The problem: Everything from the line with "Turn all roads" down to the last line of the material below must be written out exactly. Leave out all other lines.
(Material provided begins)
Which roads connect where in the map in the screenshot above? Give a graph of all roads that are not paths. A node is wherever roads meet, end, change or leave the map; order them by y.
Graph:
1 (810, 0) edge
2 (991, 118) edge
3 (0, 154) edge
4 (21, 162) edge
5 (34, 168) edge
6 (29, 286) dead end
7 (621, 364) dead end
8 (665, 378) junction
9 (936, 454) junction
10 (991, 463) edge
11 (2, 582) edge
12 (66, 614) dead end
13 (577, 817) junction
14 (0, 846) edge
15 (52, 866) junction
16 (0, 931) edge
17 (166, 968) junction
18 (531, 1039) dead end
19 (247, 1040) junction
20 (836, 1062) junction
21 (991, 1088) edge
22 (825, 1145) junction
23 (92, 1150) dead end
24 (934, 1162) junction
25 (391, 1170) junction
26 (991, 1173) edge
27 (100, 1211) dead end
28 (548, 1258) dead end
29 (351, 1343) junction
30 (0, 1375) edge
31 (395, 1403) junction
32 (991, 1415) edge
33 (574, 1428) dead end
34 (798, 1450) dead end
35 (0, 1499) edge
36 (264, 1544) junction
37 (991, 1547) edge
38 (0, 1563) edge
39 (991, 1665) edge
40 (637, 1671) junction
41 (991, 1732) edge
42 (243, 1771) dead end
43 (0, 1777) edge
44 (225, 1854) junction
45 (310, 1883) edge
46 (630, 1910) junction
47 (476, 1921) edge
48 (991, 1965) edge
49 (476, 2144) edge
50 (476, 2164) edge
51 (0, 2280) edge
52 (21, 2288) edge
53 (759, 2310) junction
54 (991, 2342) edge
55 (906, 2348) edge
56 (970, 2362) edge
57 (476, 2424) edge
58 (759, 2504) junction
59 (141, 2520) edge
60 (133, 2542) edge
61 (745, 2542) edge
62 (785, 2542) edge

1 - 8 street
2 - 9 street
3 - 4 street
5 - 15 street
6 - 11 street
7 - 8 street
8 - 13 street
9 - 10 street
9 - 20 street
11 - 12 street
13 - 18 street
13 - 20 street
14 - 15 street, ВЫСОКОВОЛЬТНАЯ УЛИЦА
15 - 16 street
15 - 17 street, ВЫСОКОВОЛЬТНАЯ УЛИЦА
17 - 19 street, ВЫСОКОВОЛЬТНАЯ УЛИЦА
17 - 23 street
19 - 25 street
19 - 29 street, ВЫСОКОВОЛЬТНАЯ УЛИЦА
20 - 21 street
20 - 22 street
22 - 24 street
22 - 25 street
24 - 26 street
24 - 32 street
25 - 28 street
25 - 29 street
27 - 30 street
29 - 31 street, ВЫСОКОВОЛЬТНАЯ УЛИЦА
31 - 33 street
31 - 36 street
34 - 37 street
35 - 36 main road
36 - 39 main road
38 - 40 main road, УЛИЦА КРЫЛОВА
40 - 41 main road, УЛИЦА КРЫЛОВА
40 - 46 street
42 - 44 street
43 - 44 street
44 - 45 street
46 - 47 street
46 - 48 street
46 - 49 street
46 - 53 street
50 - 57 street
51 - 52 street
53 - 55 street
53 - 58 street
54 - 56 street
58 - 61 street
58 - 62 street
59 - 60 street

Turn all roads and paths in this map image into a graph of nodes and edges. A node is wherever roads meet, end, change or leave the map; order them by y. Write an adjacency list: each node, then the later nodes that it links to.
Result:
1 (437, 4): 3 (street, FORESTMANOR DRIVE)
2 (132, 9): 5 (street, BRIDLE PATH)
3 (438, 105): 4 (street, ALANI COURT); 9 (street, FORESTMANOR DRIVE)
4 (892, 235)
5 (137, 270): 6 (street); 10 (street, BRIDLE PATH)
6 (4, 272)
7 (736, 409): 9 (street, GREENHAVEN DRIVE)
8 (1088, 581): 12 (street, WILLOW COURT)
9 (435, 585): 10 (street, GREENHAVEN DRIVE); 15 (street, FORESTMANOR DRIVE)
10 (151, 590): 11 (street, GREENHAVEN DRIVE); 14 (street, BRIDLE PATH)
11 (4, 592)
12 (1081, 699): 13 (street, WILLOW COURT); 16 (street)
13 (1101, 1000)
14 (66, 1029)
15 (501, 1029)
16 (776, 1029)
(Material provided ends)
Output for this task:
Turn all roads and paths in this map image into a graph of nodes and edges. A node is wherever roads meet, end, change or leave the map; order them by y. Write an adjacency list: each node, then the later nodes that it links to.
Result:
1 (437, 4): 3 (street, FORESTMANOR DRIVE)
2 (132, 9): 5 (street, BRIDLE PATH)
3 (438, 105): 4 (street, ALANI COURT); 9 (street, FORESTMANOR DRIVE)
4 (892, 235)
5 (137, 270): 6 (street); 10 (street, BRIDLE PATH)
6 (4, 272)
7 (736, 409): 9 (street, GREENHAVEN DRIVE)
8 (1088, 581): 12 (street, WILLOW COURT)
9 (435, 585): 10 (street, GREENHAVEN DRIVE); 15 (street, FORESTMANOR DRIVE)
10 (151, 590): 11 (street, GREENHAVEN DRIVE); 14 (street, BRIDLE PATH)
11 (4, 592)
12 (1081, 699): 13 (street, WILLOW COURT); 16 (street)
13 (1101, 1000)
14 (66, 1029)
15 (501, 1029)
16 (776, 1029)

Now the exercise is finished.